Ancestry.com / GEDCOM

Is it possible to import citations from an Ancestry.com GEDCOM file?

If so, is there a how-to page somewhere that describes how it’s done?

If not, is there a team working on it?
  • no and no.
    There is some documentation on translator development here:
    http://www.zotero.org/support/dev/translators/coding
    you can ask questions to the zotero dev list here:
    http://groups.google.com/group/zotero-dev

    I don't think anyone who isn't either involved in genealogy or paid is going to take this up.
  • edited June 24, 2012
    I haven't been allowing myself to be involved in genealogy for several years.

    That said, I'm puzzled by your question. GEDCOM still isn't very friendly to source data. So, you are at the mercy of both the limitation of the GEDCOM system and the attention to detail paid by the author of the file. Are you trying to use Zotero to extract both the genealogy and the source data to write a genealogy narrative? If so, you would be bringing in all the birth death etc dates and places into the notes field. That wouldn't make the narrative writing very easy.

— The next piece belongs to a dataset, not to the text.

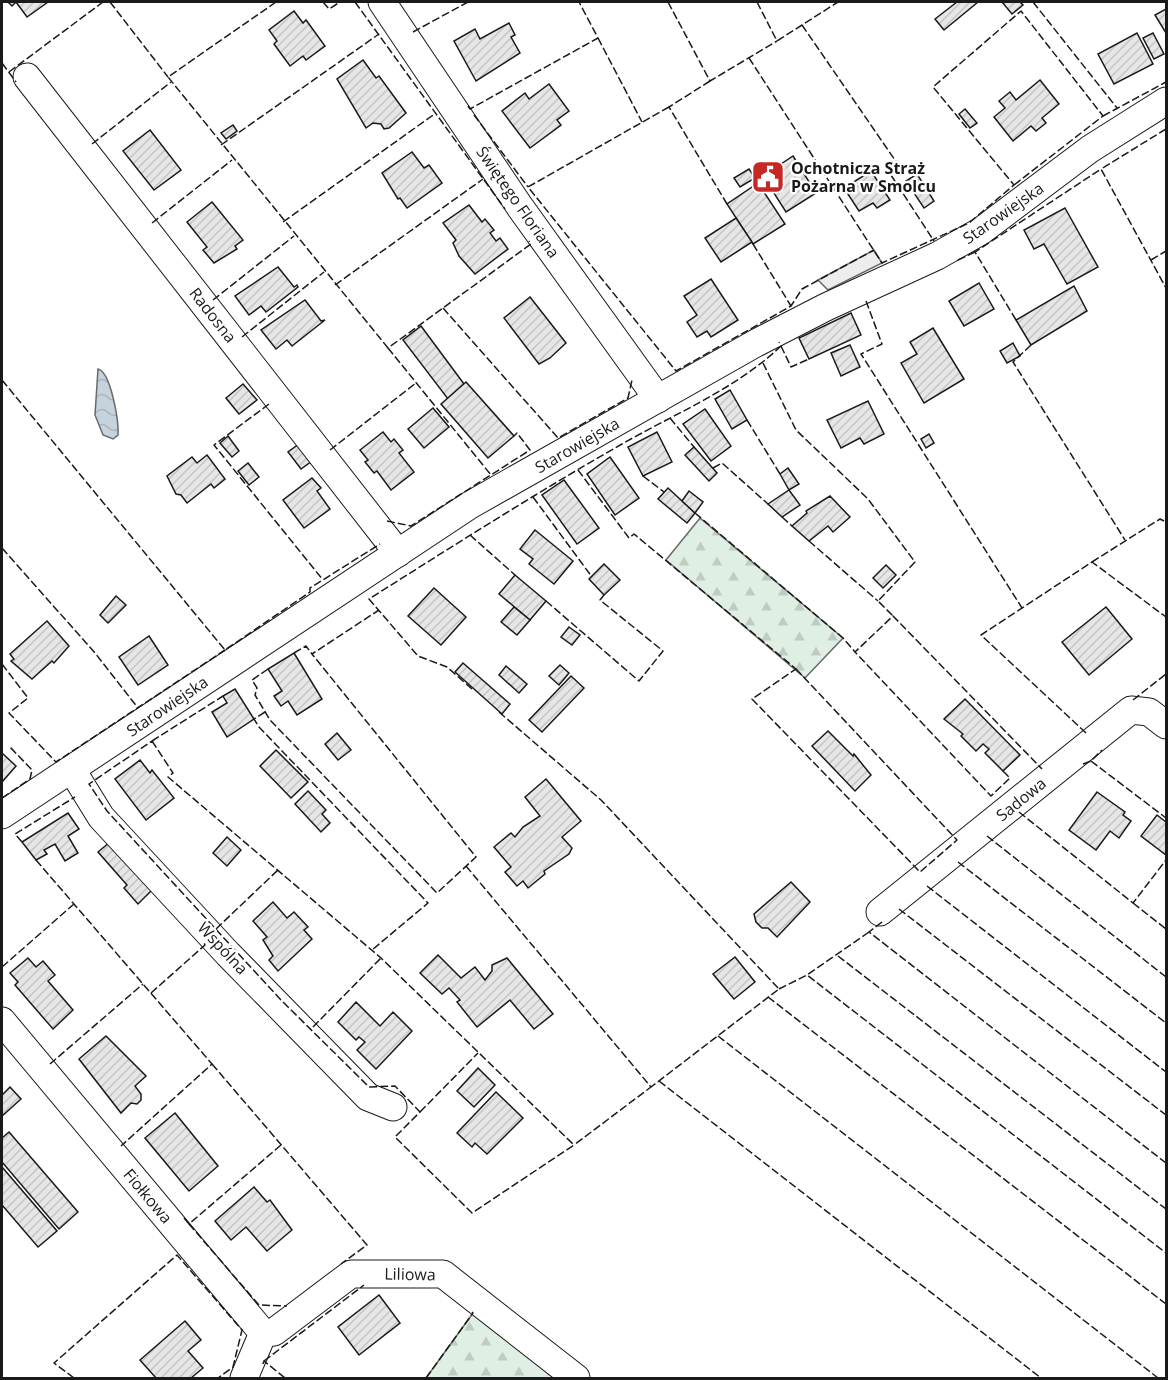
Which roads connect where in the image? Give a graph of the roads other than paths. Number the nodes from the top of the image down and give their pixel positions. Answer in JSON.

    Even if you only want to extract the sources used in the GEDCOM, you will be frustrated by the lack of consistency in the source metadata as there is no standard for exactly entering the publication information.

    When I left about 7 years ago there were genealogy software programs that did this sourcing and narrative shell writing very well. I was using TMG. The genealogy specialty software allowed me to attach references to each data item along with the data itself. I use Zotero for all my writing and an intermediary import/export tool between publishers and an online bibliographec database that is the focus of my job. Zotero is wonderful for its purpose. However, I can't see how Zotero will ever be as good for genealogy work as software designed for genealogists.

    With genealogy I learned to _never_ trust anyone's data and cited sources. There were too many errors and outright lies. ("Carroll's "I've said it thrice. What I tell you three times is true." applies to too many genealogists.) I used data from Ancestry only as a hint to direct me in my own quests for primary sources. Given that there was little concistency in the way other people entered their data on sources, to avoid a reference list with the same source being represented several ways; I always entered my source information by hand.

    Edited for spelling & typos -- was writen on a tablet.
  • As originally queried, only citations and only Ancestry.com, which does, in fact, have a consistent citation format (although I haven't examined if they export consistently).